Русская вечеринка, во время которой лицо Михаила Швыдкого разговаривало из фонтана, а вокруг Алексея Чадова крутилось столько фотографов, что, видимо, его просто перепутали с Элайджей Вудом; русская вечеринка, на которой давали селедку под шубой, лоханку салата оливье и сколько угодно красной икры; русская вечеринка, куда Илья Хржановский пришел в красной маечке с надписью кока-кольной вязью "Соси ху" — а дальнейшее было целомудренно прикрыто пиджачком; так вот, эта самая вечеринка вчера закончилась. Без жертв, но с разными ВИПами, от Федора Бондарчука и Алексея Учителя до Игоря Крутого. Журналисты спрашивали друг друга: "Ты видел мертвого профессора из "Кода да Винчи"? Мне показалось, он мелькал вон там".
Праздновали Русский день в Канне. День наступил сегодня, так что вчера был, можно считать, сочельник.
Веселиться начали еще вчера в два часа дня, открывая выставку эротических рисунков Сергея Эйзенштейна. Выставка проходит в фойе одного из кинотеатров Дворца фестивалей, на картинках совокупляются люди, выглядящие одновременно увечными и полными жизни. Это работы тридцатых-сороковых годов, раньше они не выставлялись, лежали в архиве РГАЛИ, а сегодня на их фоне фотографируются гости Каннского кинофестиваля, восхищенно хихикая. Картинки действительно очень хороши, на их фоне кадры из "Ивана Грозного" и "Броненосца "Потемкин", тоже развешанные по стенам, приобретают радостный подтекст. Открывал экспозицию президент фестиваля Жиль Жакоб, а называется выставка "Тайный кабинет Сергея Эйзенштейна". К вечеру русское веселье разгорелось ровным пламенем: на пляже отеля "Мажестик" собралась толпа людей, выпивавших и закусывавших во славу российского кино. Евгений Миронов улыбался в камеру, автор "Пыли" Сергей Лобан валялся на темном пляже, Гоша Куценко смотрел в даль, Михаил Швыдкой что-то обсуждал с Ренатом Давлетьяровым, а из моря поднимался фонтан мелкой водной пыли, и на этом водном экране показывали приветствие нашей делегации и кадры из советских и российских фильмов. "Распыляют денежку!" — ехидничал кто-то из журналистов. Барышни в кокошниках носили туда-сюда красную икру, диджей бил по мозгам, вечеринка удалась.

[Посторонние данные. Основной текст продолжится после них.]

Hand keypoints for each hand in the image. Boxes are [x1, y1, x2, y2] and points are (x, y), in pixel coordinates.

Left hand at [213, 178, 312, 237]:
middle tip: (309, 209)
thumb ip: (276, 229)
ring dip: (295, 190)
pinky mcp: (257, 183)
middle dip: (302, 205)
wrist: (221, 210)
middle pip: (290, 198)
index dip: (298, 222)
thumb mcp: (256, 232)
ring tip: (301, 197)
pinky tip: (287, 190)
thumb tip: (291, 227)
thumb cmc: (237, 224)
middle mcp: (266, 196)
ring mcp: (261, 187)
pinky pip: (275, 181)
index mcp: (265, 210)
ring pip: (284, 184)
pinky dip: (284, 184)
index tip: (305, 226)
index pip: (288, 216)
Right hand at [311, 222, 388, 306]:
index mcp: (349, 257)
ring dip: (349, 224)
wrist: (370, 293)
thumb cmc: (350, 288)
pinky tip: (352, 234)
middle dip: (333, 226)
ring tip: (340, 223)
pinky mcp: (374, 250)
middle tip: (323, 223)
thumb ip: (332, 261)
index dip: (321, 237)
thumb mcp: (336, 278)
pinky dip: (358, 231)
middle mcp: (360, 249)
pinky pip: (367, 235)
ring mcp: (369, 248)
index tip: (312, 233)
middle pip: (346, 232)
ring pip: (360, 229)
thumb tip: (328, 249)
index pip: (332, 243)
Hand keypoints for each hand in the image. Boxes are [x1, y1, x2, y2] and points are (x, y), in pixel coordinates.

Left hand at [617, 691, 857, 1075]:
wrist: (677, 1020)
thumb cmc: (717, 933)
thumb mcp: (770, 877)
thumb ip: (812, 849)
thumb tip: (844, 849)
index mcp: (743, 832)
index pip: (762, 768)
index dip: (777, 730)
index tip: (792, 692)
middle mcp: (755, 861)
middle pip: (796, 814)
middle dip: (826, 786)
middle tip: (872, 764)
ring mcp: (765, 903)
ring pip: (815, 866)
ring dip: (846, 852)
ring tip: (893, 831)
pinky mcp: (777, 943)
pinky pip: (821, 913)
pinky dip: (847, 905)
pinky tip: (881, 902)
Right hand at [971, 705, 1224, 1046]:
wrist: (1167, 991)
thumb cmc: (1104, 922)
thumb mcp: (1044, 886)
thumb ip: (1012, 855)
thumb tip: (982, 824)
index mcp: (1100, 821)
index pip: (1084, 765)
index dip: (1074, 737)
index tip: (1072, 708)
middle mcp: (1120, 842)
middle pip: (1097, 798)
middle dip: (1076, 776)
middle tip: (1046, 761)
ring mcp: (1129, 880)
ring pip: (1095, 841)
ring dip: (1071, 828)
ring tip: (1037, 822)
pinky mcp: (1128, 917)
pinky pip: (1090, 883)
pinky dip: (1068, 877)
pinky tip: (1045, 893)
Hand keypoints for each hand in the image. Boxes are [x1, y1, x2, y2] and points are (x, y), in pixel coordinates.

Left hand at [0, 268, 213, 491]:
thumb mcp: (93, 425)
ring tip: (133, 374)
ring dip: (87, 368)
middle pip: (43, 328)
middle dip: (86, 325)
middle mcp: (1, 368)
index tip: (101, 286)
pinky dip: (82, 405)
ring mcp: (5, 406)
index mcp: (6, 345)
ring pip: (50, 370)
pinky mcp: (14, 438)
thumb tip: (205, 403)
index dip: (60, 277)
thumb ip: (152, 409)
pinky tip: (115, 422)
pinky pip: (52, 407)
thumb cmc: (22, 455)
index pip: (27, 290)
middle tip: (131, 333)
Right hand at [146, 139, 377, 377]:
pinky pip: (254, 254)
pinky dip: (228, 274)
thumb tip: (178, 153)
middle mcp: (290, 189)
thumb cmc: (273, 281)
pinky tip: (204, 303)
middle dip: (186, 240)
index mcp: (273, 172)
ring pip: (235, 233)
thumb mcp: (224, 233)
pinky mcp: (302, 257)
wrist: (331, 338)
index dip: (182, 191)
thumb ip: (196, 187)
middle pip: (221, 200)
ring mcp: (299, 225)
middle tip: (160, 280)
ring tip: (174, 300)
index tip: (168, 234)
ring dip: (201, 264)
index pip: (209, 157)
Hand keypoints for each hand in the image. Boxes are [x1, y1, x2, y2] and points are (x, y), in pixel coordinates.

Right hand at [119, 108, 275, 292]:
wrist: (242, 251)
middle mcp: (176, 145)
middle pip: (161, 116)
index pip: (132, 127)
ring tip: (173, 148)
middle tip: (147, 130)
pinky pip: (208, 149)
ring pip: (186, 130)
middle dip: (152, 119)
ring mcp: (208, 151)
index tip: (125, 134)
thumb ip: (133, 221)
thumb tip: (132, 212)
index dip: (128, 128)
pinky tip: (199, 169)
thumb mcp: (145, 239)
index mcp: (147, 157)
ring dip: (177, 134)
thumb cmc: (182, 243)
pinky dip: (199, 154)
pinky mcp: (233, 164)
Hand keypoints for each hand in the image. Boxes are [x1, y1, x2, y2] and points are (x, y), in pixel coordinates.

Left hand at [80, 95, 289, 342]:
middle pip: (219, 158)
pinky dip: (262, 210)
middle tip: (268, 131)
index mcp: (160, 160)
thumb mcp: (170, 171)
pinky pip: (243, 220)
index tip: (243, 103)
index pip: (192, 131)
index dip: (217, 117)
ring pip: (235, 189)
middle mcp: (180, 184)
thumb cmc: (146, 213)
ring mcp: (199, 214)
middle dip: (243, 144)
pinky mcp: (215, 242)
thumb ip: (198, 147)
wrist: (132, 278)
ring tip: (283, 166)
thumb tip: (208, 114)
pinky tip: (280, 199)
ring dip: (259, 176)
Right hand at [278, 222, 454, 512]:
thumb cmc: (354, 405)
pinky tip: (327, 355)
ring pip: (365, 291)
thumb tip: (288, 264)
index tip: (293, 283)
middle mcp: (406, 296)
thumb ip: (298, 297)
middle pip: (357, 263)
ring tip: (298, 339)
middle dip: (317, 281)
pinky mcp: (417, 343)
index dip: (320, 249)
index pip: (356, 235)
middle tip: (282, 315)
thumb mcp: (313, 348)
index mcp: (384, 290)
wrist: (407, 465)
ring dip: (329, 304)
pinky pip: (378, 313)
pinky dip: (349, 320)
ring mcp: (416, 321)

Ни одного соленого огурца замечено не было. Над морем призраком висели слова о русском дне.
Между Эйзенштейном и ночным русским духом уместился показ венгерского фильма "Таксидермия" в конкурсной программе "Особый взгляд". Перед фильмом зрителям сообщили, что это они сейчас улыбаются, а вот будут ли они так же радоваться после просмотра, неизвестно. Девочка-переводчица с венгерского, пересказывая вступительную речь Дьёрдя Палфи — режиссера фильма, забыла, как по-французски будет "плоть". "Мы сделали этот фильм... это наша кровь и... и... ну, мясо".
Кровь и мясо — идеальное описание "Таксидермии". Даже пресс-кит фильма был сделан в виде куска мяса и запакован в пластиковые лоточки из супермаркета. Нельзя сказать, чтобы фильм открывал какие-то новые территории или как-нибудь особо изощренно говорил об отвратительном. Но после него долго не хочется есть, резать мясо и заниматься любовью. Антисемейная антисага, три поколения венгерских фриков, три истории об излишествах и обсессиях. Дрочащий солдатик, из члена которого то вырывается струя пламени, то звезды вылетают в небо. Специалист по обжираловке на скорость, участвующий в международных состязаниях. Таксидермист, чей последний шедевр слишком напоминает роман "Парфюмер". Сцена мастурбации при помощи дырки в заборе, секс на недавно разделанной поросячьей туше, новая техника рвоты и разделывание собственного тела — зрители много раз стонали, но ни один человек не ушел с просмотра. Режиссер уверяет, что это фильм о человеческом несовершенстве и совершенстве.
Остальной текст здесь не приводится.